**Exercise aim**
What follows is a set of records; restate each one word for word and drop the pictures.

**Supplied material**
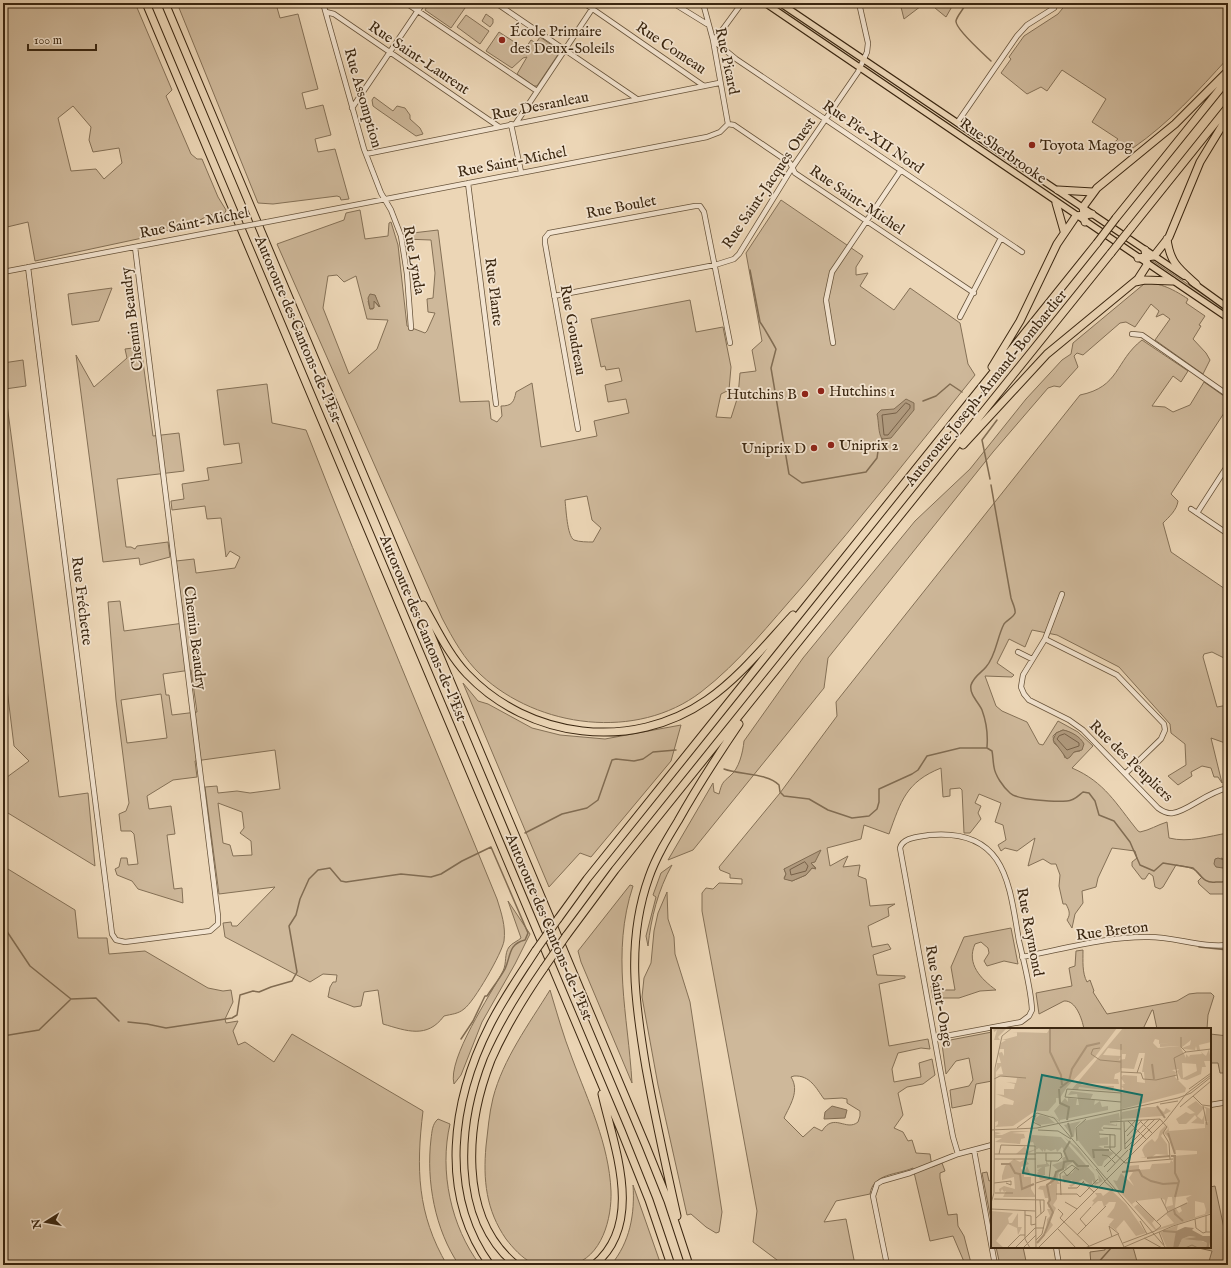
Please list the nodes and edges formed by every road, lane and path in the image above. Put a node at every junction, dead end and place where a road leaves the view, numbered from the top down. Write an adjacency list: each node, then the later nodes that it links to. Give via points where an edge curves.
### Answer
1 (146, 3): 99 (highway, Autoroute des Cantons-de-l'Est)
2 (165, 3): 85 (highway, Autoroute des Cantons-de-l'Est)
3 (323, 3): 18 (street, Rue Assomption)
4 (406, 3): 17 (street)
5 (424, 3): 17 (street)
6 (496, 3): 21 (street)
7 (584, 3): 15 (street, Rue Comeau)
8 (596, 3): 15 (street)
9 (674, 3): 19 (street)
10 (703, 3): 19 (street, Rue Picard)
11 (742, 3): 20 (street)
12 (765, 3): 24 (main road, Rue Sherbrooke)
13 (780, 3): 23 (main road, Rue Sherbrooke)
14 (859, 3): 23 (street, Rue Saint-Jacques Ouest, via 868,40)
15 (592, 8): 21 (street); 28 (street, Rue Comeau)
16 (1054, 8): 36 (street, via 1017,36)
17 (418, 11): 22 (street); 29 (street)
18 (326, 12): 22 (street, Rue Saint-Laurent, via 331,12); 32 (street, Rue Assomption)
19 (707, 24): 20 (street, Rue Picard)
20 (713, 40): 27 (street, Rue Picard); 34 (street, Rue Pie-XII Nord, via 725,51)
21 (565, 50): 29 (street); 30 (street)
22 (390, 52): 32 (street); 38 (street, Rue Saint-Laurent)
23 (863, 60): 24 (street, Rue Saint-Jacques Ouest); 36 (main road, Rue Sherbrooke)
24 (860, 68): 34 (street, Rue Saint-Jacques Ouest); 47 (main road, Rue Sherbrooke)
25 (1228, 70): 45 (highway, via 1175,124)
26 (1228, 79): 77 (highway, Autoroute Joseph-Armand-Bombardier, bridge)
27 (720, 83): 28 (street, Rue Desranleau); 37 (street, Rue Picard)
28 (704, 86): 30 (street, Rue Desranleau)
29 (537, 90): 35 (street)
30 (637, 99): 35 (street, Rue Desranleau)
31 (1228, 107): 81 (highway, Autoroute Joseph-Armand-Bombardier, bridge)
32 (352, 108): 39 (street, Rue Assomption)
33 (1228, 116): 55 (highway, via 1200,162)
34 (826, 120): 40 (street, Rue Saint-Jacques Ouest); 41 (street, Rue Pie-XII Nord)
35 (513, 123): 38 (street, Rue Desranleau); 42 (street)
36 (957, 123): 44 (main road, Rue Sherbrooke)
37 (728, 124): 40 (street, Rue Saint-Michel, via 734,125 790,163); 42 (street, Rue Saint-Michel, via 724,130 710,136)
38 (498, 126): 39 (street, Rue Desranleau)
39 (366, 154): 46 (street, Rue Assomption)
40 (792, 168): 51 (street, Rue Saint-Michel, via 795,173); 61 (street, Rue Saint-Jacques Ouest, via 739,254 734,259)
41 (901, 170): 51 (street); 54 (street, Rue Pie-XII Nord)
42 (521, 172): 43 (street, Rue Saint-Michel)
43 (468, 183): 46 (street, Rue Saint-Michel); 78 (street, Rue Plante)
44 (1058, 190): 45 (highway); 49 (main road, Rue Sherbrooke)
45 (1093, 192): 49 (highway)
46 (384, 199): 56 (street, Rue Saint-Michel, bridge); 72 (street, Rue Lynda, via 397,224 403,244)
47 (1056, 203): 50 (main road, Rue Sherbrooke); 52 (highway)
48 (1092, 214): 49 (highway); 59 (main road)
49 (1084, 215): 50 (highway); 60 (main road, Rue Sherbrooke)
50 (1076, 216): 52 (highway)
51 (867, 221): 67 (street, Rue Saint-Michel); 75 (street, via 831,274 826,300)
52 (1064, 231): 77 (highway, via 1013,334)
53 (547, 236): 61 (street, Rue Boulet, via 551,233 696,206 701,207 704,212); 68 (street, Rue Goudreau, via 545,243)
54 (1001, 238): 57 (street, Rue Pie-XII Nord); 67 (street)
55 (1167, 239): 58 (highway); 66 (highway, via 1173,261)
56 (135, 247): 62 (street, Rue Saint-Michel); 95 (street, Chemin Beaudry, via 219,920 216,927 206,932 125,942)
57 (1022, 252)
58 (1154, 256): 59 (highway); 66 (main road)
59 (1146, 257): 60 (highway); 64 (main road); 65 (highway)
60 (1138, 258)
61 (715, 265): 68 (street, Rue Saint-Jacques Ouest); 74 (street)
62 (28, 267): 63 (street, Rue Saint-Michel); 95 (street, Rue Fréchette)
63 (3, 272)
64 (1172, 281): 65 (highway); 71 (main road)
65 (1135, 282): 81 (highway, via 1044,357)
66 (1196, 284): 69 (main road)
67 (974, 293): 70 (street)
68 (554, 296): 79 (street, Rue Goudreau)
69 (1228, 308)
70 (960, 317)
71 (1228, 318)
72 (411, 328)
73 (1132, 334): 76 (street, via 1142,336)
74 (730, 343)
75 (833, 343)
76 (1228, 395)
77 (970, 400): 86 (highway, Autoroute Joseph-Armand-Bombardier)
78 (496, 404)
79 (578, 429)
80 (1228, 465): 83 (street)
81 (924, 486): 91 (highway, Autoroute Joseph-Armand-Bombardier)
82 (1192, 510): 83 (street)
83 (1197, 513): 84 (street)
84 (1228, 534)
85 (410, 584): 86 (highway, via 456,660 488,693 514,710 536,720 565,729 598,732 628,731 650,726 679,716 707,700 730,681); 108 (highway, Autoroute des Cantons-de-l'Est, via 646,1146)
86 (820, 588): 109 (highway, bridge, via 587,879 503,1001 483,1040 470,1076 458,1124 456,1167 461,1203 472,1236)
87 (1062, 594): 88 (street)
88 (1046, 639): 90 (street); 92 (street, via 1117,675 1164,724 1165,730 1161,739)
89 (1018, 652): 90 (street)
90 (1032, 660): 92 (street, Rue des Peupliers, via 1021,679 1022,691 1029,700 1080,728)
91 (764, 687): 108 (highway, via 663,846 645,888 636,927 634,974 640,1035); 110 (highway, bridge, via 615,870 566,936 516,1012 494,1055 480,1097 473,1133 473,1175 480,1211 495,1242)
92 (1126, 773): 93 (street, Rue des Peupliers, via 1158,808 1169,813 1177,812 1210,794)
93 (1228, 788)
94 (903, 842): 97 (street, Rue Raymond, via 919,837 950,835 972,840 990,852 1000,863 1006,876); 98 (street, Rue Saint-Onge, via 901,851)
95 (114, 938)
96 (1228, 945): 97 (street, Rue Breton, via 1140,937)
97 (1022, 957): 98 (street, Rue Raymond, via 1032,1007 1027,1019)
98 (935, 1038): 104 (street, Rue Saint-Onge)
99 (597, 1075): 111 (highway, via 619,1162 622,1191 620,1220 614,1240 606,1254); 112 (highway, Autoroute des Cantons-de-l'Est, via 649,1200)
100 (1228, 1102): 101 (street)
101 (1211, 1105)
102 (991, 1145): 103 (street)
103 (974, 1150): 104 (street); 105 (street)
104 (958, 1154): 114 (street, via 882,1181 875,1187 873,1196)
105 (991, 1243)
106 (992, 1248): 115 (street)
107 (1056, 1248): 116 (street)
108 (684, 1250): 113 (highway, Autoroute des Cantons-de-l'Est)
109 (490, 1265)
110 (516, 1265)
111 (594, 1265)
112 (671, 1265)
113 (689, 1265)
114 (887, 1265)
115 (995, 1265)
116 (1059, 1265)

**Problem solution**
Please list the nodes and edges formed by every road, lane and path in the image above. Put a node at every junction, dead end and place where a road leaves the view, numbered from the top down. Write an adjacency list: each node, then the later nodes that it links to. Give via points where an edge curves.
### Answer
1 (146, 3): 99 (highway, Autoroute des Cantons-de-l'Est)
2 (165, 3): 85 (highway, Autoroute des Cantons-de-l'Est)
3 (323, 3): 18 (street, Rue Assomption)
4 (406, 3): 17 (street)
5 (424, 3): 17 (street)
6 (496, 3): 21 (street)
7 (584, 3): 15 (street, Rue Comeau)
8 (596, 3): 15 (street)
9 (674, 3): 19 (street)
10 (703, 3): 19 (street, Rue Picard)
11 (742, 3): 20 (street)
12 (765, 3): 24 (main road, Rue Sherbrooke)
13 (780, 3): 23 (main road, Rue Sherbrooke)
14 (859, 3): 23 (street, Rue Saint-Jacques Ouest, via 868,40)
15 (592, 8): 21 (street); 28 (street, Rue Comeau)
16 (1054, 8): 36 (street, via 1017,36)
17 (418, 11): 22 (street); 29 (street)
18 (326, 12): 22 (street, Rue Saint-Laurent, via 331,12); 32 (street, Rue Assomption)
19 (707, 24): 20 (street, Rue Picard)
20 (713, 40): 27 (street, Rue Picard); 34 (street, Rue Pie-XII Nord, via 725,51)
21 (565, 50): 29 (street); 30 (street)
22 (390, 52): 32 (street); 38 (street, Rue Saint-Laurent)
23 (863, 60): 24 (street, Rue Saint-Jacques Ouest); 36 (main road, Rue Sherbrooke)
24 (860, 68): 34 (street, Rue Saint-Jacques Ouest); 47 (main road, Rue Sherbrooke)
25 (1228, 70): 45 (highway, via 1175,124)
26 (1228, 79): 77 (highway, Autoroute Joseph-Armand-Bombardier, bridge)
27 (720, 83): 28 (street, Rue Desranleau); 37 (street, Rue Picard)
28 (704, 86): 30 (street, Rue Desranleau)
29 (537, 90): 35 (street)
30 (637, 99): 35 (street, Rue Desranleau)
31 (1228, 107): 81 (highway, Autoroute Joseph-Armand-Bombardier, bridge)
32 (352, 108): 39 (street, Rue Assomption)
33 (1228, 116): 55 (highway, via 1200,162)
34 (826, 120): 40 (street, Rue Saint-Jacques Ouest); 41 (street, Rue Pie-XII Nord)
35 (513, 123): 38 (street, Rue Desranleau); 42 (street)
36 (957, 123): 44 (main road, Rue Sherbrooke)
37 (728, 124): 40 (street, Rue Saint-Michel, via 734,125 790,163); 42 (street, Rue Saint-Michel, via 724,130 710,136)
38 (498, 126): 39 (street, Rue Desranleau)
39 (366, 154): 46 (street, Rue Assomption)
40 (792, 168): 51 (street, Rue Saint-Michel, via 795,173); 61 (street, Rue Saint-Jacques Ouest, via 739,254 734,259)
41 (901, 170): 51 (street); 54 (street, Rue Pie-XII Nord)
42 (521, 172): 43 (street, Rue Saint-Michel)
43 (468, 183): 46 (street, Rue Saint-Michel); 78 (street, Rue Plante)
44 (1058, 190): 45 (highway); 49 (main road, Rue Sherbrooke)
45 (1093, 192): 49 (highway)
46 (384, 199): 56 (street, Rue Saint-Michel, bridge); 72 (street, Rue Lynda, via 397,224 403,244)
47 (1056, 203): 50 (main road, Rue Sherbrooke); 52 (highway)
48 (1092, 214): 49 (highway); 59 (main road)
49 (1084, 215): 50 (highway); 60 (main road, Rue Sherbrooke)
50 (1076, 216): 52 (highway)
51 (867, 221): 67 (street, Rue Saint-Michel); 75 (street, via 831,274 826,300)
52 (1064, 231): 77 (highway, via 1013,334)
53 (547, 236): 61 (street, Rue Boulet, via 551,233 696,206 701,207 704,212); 68 (street, Rue Goudreau, via 545,243)
54 (1001, 238): 57 (street, Rue Pie-XII Nord); 67 (street)
55 (1167, 239): 58 (highway); 66 (highway, via 1173,261)
56 (135, 247): 62 (street, Rue Saint-Michel); 95 (street, Chemin Beaudry, via 219,920 216,927 206,932 125,942)
57 (1022, 252)
58 (1154, 256): 59 (highway); 66 (main road)
59 (1146, 257): 60 (highway); 64 (main road); 65 (highway)
60 (1138, 258)
61 (715, 265): 68 (street, Rue Saint-Jacques Ouest); 74 (street)
62 (28, 267): 63 (street, Rue Saint-Michel); 95 (street, Rue Fréchette)
63 (3, 272)
64 (1172, 281): 65 (highway); 71 (main road)
65 (1135, 282): 81 (highway, via 1044,357)
66 (1196, 284): 69 (main road)
67 (974, 293): 70 (street)
68 (554, 296): 79 (street, Rue Goudreau)
69 (1228, 308)
70 (960, 317)
71 (1228, 318)
72 (411, 328)
73 (1132, 334): 76 (street, via 1142,336)
74 (730, 343)
75 (833, 343)
76 (1228, 395)
77 (970, 400): 86 (highway, Autoroute Joseph-Armand-Bombardier)
78 (496, 404)
79 (578, 429)
80 (1228, 465): 83 (street)
81 (924, 486): 91 (highway, Autoroute Joseph-Armand-Bombardier)
82 (1192, 510): 83 (street)
83 (1197, 513): 84 (street)
84 (1228, 534)
85 (410, 584): 86 (highway, via 456,660 488,693 514,710 536,720 565,729 598,732 628,731 650,726 679,716 707,700 730,681); 108 (highway, Autoroute des Cantons-de-l'Est, via 646,1146)
86 (820, 588): 109 (highway, bridge, via 587,879 503,1001 483,1040 470,1076 458,1124 456,1167 461,1203 472,1236)
87 (1062, 594): 88 (street)
88 (1046, 639): 90 (street); 92 (street, via 1117,675 1164,724 1165,730 1161,739)
89 (1018, 652): 90 (street)
90 (1032, 660): 92 (street, Rue des Peupliers, via 1021,679 1022,691 1029,700 1080,728)
91 (764, 687): 108 (highway, via 663,846 645,888 636,927 634,974 640,1035); 110 (highway, bridge, via 615,870 566,936 516,1012 494,1055 480,1097 473,1133 473,1175 480,1211 495,1242)
92 (1126, 773): 93 (street, Rue des Peupliers, via 1158,808 1169,813 1177,812 1210,794)
93 (1228, 788)
94 (903, 842): 97 (street, Rue Raymond, via 919,837 950,835 972,840 990,852 1000,863 1006,876); 98 (street, Rue Saint-Onge, via 901,851)
95 (114, 938)
96 (1228, 945): 97 (street, Rue Breton, via 1140,937)
97 (1022, 957): 98 (street, Rue Raymond, via 1032,1007 1027,1019)
98 (935, 1038): 104 (street, Rue Saint-Onge)
99 (597, 1075): 111 (highway, via 619,1162 622,1191 620,1220 614,1240 606,1254); 112 (highway, Autoroute des Cantons-de-l'Est, via 649,1200)
100 (1228, 1102): 101 (street)
101 (1211, 1105)
102 (991, 1145): 103 (street)
103 (974, 1150): 104 (street); 105 (street)
104 (958, 1154): 114 (street, via 882,1181 875,1187 873,1196)
105 (991, 1243)
106 (992, 1248): 115 (street)
107 (1056, 1248): 116 (street)
108 (684, 1250): 113 (highway, Autoroute des Cantons-de-l'Est)
109 (490, 1265)
110 (516, 1265)
111 (594, 1265)
112 (671, 1265)
113 (689, 1265)
114 (887, 1265)
115 (995, 1265)
116 (1059, 1265)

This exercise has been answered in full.